Huh, that reminds me of something similar. My militray boot is a bit too big, but it didn't stop me from running, and it just feels a bit floppy like a flip flop. I should have complained back then, but I didn't, and I mildly regretted it.
Note that this happened after I grew up, of course. Conscripting a child is usually frowned upon.
I wish I spent more time on music/instruments. Probably wouldn't have changed much in major ways, but I'd have more hobbies rn. It's a struggle to learn when I have so little time
It definitely could have changed things signicantly. There's a lot of research out there for correlations between learning music instruments at a young age and brain development. Your life could have gone in a completely different direction as a result of learning an instrument.
To be clear, I did play instruments as a kid (trumpet, drums), I just stopped early and didn't explore others much. Probably mostly my ADHD, as I still pick up and drop hobbies like it's my job.
Currently learning guitar, but am using my fiancee's and only get like 30m/week of practice.
Nothing really because all lead me to who i am today. Dont join x club, dont meet y people that then later lead to something else that made a big part of who i am
Mine would be not slacking in learning Chinese because I never though I would be a weeb.
I thought "weeb" slur was refering to one way into Japanese pop culture, not Chinese.
Now I need to re-learn tons of Kanji
Kanji would be one of the three Japanese writing systems. The written language symbols in Chinese would be Hanzi.
That said, its never too late to learn any language, and any work you did before still helps today as you have a basis for understanding to build on. Depending on how young you learned what you did, you could have some very helpful hard wiring in your brain for other languages than your native one.
I should have clarified that I am learning Japanese now, but most of the Hanja I was taught at school would have been very compatible with what I am doing right now.
Saved money from my first jobs. I mostly spent it on CDs which are nice to have a collection of, but kinda useless to me now.
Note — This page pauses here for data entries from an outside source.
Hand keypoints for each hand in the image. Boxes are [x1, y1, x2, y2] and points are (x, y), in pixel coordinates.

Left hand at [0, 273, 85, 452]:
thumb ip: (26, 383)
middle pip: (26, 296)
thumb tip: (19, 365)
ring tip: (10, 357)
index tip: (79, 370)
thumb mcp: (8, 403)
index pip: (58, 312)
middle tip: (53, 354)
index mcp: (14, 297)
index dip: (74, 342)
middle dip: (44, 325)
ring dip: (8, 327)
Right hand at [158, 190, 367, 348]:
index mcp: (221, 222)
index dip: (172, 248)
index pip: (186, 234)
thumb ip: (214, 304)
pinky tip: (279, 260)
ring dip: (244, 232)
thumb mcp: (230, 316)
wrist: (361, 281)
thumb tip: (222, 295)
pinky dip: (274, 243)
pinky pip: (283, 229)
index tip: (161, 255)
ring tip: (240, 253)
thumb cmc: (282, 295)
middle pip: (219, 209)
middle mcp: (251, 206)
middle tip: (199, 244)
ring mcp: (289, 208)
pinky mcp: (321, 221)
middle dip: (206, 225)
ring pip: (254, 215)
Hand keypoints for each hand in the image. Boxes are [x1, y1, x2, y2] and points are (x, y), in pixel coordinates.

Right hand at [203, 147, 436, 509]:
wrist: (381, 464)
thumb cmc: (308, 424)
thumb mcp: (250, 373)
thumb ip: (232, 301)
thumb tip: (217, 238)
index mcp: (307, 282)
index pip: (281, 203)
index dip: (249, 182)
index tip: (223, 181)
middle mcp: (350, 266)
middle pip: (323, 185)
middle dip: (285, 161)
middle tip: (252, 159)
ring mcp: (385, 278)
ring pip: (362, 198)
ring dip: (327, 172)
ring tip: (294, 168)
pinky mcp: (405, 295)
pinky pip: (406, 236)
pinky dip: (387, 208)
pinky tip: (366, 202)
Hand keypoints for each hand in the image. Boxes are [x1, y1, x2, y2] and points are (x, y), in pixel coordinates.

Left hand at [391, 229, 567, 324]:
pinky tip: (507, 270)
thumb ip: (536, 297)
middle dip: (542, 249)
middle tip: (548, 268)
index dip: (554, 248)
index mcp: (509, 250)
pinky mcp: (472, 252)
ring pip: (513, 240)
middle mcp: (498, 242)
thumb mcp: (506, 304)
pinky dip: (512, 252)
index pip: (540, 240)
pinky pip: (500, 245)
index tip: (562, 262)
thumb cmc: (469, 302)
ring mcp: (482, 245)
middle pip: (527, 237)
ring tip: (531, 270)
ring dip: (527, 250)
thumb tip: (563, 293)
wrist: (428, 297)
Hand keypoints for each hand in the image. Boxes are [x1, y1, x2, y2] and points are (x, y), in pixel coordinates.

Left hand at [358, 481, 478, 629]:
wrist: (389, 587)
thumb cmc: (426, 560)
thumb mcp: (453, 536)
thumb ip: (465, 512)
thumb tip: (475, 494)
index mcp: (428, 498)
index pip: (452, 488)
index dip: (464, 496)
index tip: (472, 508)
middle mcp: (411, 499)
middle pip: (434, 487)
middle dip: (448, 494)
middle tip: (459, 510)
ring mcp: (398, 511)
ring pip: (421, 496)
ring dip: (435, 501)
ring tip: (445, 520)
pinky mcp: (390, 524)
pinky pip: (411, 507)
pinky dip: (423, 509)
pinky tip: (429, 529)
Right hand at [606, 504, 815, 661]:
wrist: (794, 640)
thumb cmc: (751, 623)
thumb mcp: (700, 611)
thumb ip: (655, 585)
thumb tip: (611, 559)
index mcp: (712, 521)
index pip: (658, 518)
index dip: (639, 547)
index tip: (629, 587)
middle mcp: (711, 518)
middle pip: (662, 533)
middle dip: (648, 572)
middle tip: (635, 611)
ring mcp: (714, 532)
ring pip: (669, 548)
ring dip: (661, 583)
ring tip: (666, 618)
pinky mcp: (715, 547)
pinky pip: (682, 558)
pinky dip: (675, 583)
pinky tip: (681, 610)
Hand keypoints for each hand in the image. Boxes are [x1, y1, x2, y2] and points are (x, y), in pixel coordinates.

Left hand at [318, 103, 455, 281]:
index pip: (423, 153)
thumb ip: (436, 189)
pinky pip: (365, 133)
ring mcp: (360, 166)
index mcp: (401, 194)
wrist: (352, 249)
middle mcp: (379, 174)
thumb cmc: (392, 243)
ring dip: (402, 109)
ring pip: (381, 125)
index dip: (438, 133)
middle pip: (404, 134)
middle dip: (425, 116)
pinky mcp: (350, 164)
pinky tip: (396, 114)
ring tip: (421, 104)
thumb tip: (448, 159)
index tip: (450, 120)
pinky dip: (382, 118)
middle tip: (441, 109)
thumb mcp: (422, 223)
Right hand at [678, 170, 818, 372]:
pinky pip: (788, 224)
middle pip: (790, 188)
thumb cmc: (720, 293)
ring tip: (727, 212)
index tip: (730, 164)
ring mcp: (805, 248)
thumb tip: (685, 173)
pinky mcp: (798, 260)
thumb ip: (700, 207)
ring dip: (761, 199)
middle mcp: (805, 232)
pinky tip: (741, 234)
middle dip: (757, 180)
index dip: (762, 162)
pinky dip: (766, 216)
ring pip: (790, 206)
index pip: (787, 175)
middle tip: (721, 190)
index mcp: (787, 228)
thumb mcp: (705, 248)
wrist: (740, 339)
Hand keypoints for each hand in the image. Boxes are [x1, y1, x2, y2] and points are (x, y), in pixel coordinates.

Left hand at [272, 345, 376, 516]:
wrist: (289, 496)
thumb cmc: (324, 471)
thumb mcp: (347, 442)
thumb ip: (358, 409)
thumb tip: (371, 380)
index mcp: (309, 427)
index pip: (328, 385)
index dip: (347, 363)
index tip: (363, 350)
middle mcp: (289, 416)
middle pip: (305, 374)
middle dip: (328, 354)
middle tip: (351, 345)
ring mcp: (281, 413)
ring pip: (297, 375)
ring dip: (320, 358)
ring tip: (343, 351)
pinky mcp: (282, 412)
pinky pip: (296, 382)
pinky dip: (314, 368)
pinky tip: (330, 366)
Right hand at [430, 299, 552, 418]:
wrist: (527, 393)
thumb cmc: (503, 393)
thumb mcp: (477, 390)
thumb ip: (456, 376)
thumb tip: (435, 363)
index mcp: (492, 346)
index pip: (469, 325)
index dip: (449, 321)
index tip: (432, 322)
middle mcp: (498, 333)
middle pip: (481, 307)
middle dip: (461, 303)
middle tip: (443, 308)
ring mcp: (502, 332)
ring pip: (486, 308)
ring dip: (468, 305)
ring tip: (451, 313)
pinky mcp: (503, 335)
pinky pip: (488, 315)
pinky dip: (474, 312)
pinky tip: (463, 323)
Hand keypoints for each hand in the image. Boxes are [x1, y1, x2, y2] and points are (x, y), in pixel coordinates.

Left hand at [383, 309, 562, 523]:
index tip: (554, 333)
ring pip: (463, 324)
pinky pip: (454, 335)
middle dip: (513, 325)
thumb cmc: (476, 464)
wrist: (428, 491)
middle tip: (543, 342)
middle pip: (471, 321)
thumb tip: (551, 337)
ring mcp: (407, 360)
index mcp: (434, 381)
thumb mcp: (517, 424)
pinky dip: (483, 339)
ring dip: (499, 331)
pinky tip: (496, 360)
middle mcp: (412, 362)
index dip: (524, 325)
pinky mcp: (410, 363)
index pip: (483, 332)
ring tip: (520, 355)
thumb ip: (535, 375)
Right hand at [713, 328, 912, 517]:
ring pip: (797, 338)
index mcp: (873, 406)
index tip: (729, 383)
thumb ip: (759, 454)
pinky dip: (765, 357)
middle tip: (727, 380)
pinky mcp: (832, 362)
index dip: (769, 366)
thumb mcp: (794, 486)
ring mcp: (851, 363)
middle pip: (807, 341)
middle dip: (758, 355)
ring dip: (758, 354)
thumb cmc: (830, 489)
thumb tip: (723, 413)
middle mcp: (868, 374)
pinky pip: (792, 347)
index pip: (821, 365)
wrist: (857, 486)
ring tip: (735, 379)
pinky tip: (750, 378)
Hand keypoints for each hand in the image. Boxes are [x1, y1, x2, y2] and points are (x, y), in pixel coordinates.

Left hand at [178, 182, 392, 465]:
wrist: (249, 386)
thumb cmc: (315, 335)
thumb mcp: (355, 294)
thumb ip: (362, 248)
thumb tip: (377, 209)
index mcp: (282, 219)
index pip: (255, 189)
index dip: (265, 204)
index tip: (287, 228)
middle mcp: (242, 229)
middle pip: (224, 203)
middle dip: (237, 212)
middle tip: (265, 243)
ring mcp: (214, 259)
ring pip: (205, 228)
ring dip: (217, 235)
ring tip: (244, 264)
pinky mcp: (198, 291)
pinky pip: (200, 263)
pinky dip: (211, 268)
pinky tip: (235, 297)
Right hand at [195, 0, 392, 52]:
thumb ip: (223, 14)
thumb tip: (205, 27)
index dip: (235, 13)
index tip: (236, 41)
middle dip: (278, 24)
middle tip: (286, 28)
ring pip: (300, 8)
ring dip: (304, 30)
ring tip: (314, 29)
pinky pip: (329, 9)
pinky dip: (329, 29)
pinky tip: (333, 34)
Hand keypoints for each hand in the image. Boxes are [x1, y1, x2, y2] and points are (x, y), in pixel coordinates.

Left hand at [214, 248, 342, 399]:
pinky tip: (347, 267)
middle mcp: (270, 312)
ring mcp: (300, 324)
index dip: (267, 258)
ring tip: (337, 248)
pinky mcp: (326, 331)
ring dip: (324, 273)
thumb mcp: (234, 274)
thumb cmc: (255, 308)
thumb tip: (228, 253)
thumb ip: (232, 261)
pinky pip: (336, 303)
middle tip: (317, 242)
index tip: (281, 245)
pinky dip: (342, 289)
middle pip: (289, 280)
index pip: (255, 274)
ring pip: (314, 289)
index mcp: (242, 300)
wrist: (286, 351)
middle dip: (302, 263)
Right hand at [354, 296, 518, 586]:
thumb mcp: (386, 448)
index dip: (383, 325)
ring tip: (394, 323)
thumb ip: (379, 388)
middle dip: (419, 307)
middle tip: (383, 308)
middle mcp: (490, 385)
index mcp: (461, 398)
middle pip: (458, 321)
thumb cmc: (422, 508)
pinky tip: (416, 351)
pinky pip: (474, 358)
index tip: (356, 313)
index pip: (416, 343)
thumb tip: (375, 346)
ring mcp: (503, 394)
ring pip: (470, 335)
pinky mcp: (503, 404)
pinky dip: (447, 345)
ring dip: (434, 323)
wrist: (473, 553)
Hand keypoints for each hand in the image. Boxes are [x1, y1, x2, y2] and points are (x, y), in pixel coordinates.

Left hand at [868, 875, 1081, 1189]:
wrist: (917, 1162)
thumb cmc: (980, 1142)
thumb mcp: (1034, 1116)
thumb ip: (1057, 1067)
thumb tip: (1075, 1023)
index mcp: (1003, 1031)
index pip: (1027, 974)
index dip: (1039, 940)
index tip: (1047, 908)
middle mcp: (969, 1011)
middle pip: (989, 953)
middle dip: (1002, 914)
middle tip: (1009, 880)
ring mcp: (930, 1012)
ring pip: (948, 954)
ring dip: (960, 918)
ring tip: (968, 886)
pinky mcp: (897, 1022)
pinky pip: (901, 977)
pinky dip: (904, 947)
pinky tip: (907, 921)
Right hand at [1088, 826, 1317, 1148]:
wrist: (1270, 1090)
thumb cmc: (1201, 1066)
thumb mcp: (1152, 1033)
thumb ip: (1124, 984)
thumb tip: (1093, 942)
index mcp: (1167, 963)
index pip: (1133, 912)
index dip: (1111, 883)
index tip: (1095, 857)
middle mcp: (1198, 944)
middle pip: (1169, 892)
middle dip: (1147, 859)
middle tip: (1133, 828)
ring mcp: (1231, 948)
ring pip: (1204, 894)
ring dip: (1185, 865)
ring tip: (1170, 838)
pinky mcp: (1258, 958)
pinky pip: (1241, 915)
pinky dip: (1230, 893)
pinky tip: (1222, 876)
Ultimately it doesn't make much difference because it wasn't a lot of money in the grand scheme, but if I had invested it early it could have maybe made my life better now.
Most of us do something like that when we first get money we earned ourselves, myself included. Depending on when you did actually stopped wasting money, this may have had a massively positive impact on your life. If you learned that lesson fairly early, it translated into you making wise spending choices as an older adult. You are successful today because you wasted that money back then and made changes afterward.
Struggling taught me the value of saving. I was still in highschool and working for minimum wage when I moved out on my own, and that was when I stopped wasting money. I was more concerned with securing my next meal. Experiencing it at that age absolutely influenced my habits into adulthood, to the point I agree about calling it a personal success - that is to say I'm still poor, but nowhere near as screwed as I would be if I had to learn that lesson today.
Idk. I've forgotten anything that really answers this question. I only remember the really good or bad stuff. I find that interesting in of itself. I would only change the traumas or my responses but then that violates the "doesn't change much" part.
Retain my knowledge of the (west) Frysian language. At one point I spoke it fairly well, but I can only understand it now and not speak or write it. It wouldn't really have helped me in any way, but I guess it would've given me a bit more of a regional identity and it would be nice to preserve the language.
I used to be able to read music, quite easily. Then I stopped playing instruments that required actual music reading skills. Now I can’t read for shit, takes forever to remember that note names.
However, it doesn’t change anything about my life as it’s just a hobby and not something I depend on to survive.